Today the larger controlling block is worth roughly three point four billion at market, so eleven years on, a bigger stake carries a smaller nominal price tag before inflation is even considered.
The share price explains the rest. The stock fell thirty-five percent during 2025 on the bankruptcy proceedings and is down another sixteen percent this year.
The St Lucia detail that closes the circle
Dolphin Cove has a history in Saint Lucia, and it is not a happy one. The company bought land there in 2012 and later put down a forty percent deposit on a dolphin encounter park that never opened.
In its 2025 accounts it fully wrote down a one point one one million dollar advance made for that St Lucia project. The island was the expansion that failed.
It is now the jurisdiction of the buyer. Whether that is coincidence or design, nobody has said, because nobody has named who owns Global Attractions.
The trading backdrop is bleak but not broken. Full-year 2025 revenue was thirteen point one million dollars with a net loss of two point three million, including a two point eight million impairment on money owed by related companies caught in the parent’s insolvency.
Assets fell eleven percent, partly because the company sold live assets, which in this business means animals. It still generates positive operating cash flow.
Two dates now matter for minority holders. Exchange rules oblige the buyer to make a follow-up offer to all remaining shareholders within thirty days of taking control, and the annual meeting falls on the thirtieth of July, where shareholders vote on three directors and KPMG steps down as auditor with no connection to the sale disclosed.

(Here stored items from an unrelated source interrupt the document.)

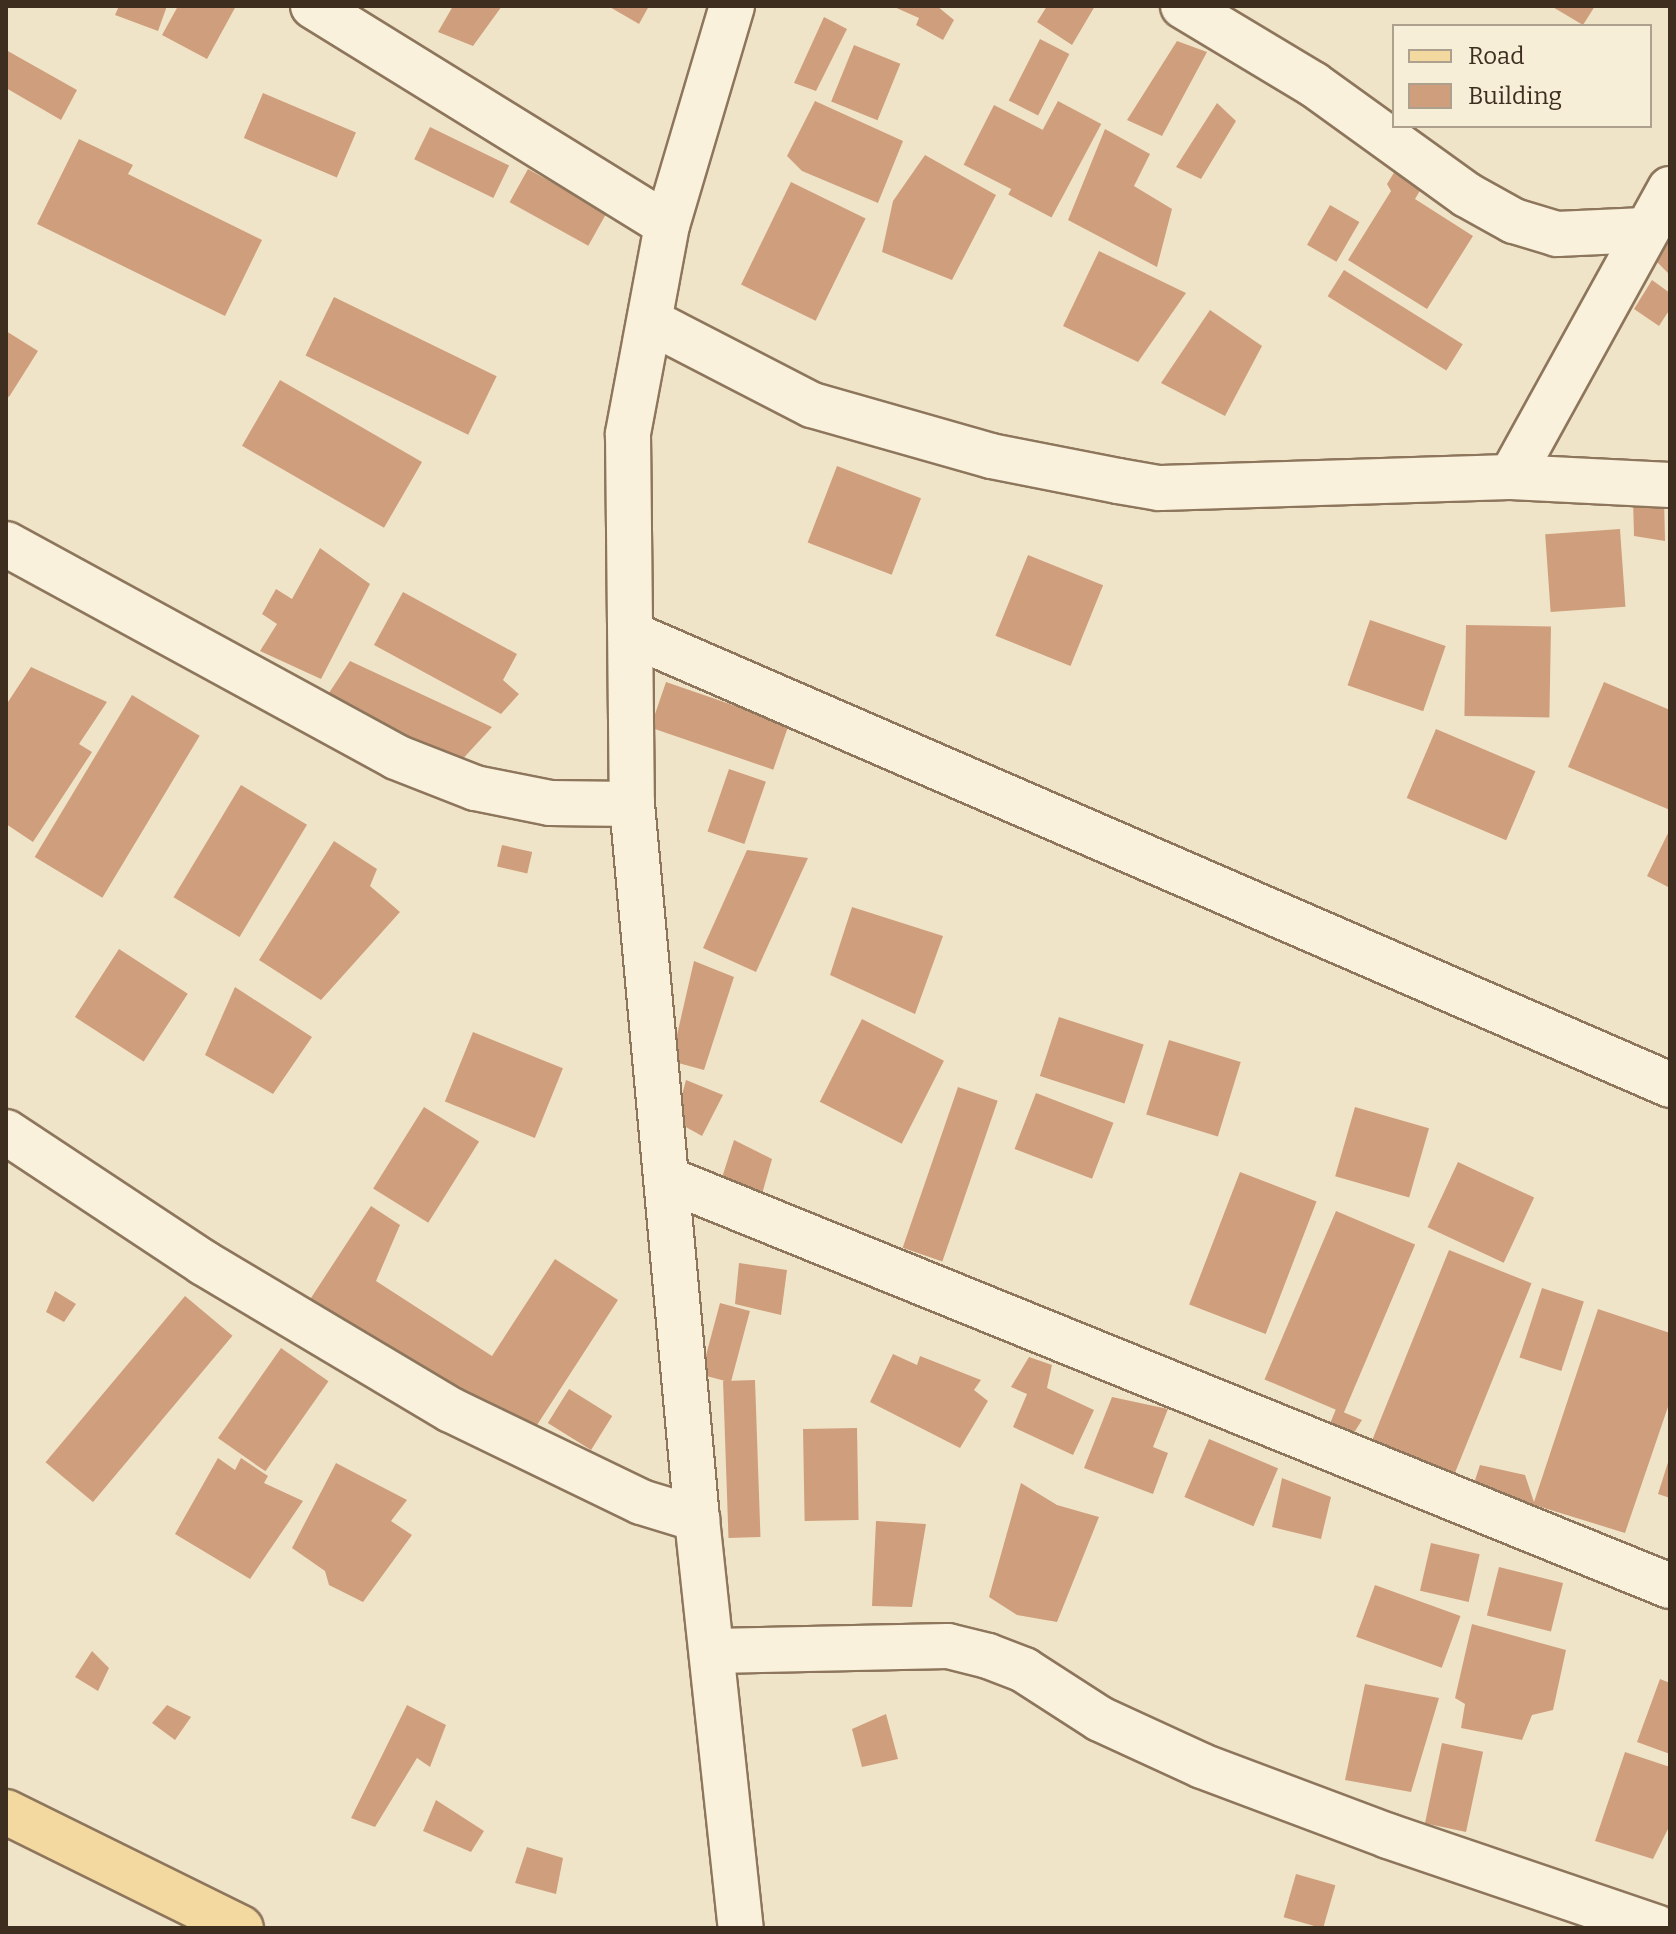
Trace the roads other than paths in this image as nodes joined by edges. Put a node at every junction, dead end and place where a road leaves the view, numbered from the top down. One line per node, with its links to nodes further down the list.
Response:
1 (313, 6): 5 (street)
2 (732, 6): 5 (street)
3 (1183, 6): 6 (street)
4 (1670, 189): 6 (street)
5 (667, 225): 7 (street)
6 (1644, 230): 8 (street)
7 (651, 322): 8 (street); 11 (street)
8 (1511, 477): 9 (street)
9 (1670, 485)
10 (6, 544): 12 (street)
11 (631, 634): 12 (street); 13 (street)
12 (632, 804): 15 (street)
13 (1670, 1085)
14 (6, 1132): 16 (street)
15 (669, 1180): 16 (street); 17 (street)
16 (697, 1519): 18 (street)
17 (1670, 1586)
18 (714, 1651): 21 (street); 22 (street)
19 (6, 1812): 20 (main road)
20 (241, 1928)
21 (741, 1928)
22 (1658, 1928)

Who is buying Dolphin Cove?
Global Attractions Ltd, a company incorporated in Saint Lucia on March 16, 2026, less than four months before it signed the purchase agreement. The identity of the individuals behind it has not been made public, and the sale price was not disclosed.
Why is the Dolphin Cove takeover happening at all?
Its majority owner pledged the entire stake as security for a hundred-million-dollar note issued by the group’s Mexican holding company, and the ultimate parent has been in Chapter 11 since March 2025. Dolphin Cove itself was never in bankruptcy and continued trading as an independently listed Jamaican company.
What happens to minority shareholders?
Jamaican takeover rules require the buyer to make a mandatory follow-up offer to all remaining shareholders within thirty days of acquiring control. Those minorities hold about a fifth of the company, roughly 78 million shares, worth in the region of 860 million Jamaican dollars at recent prices.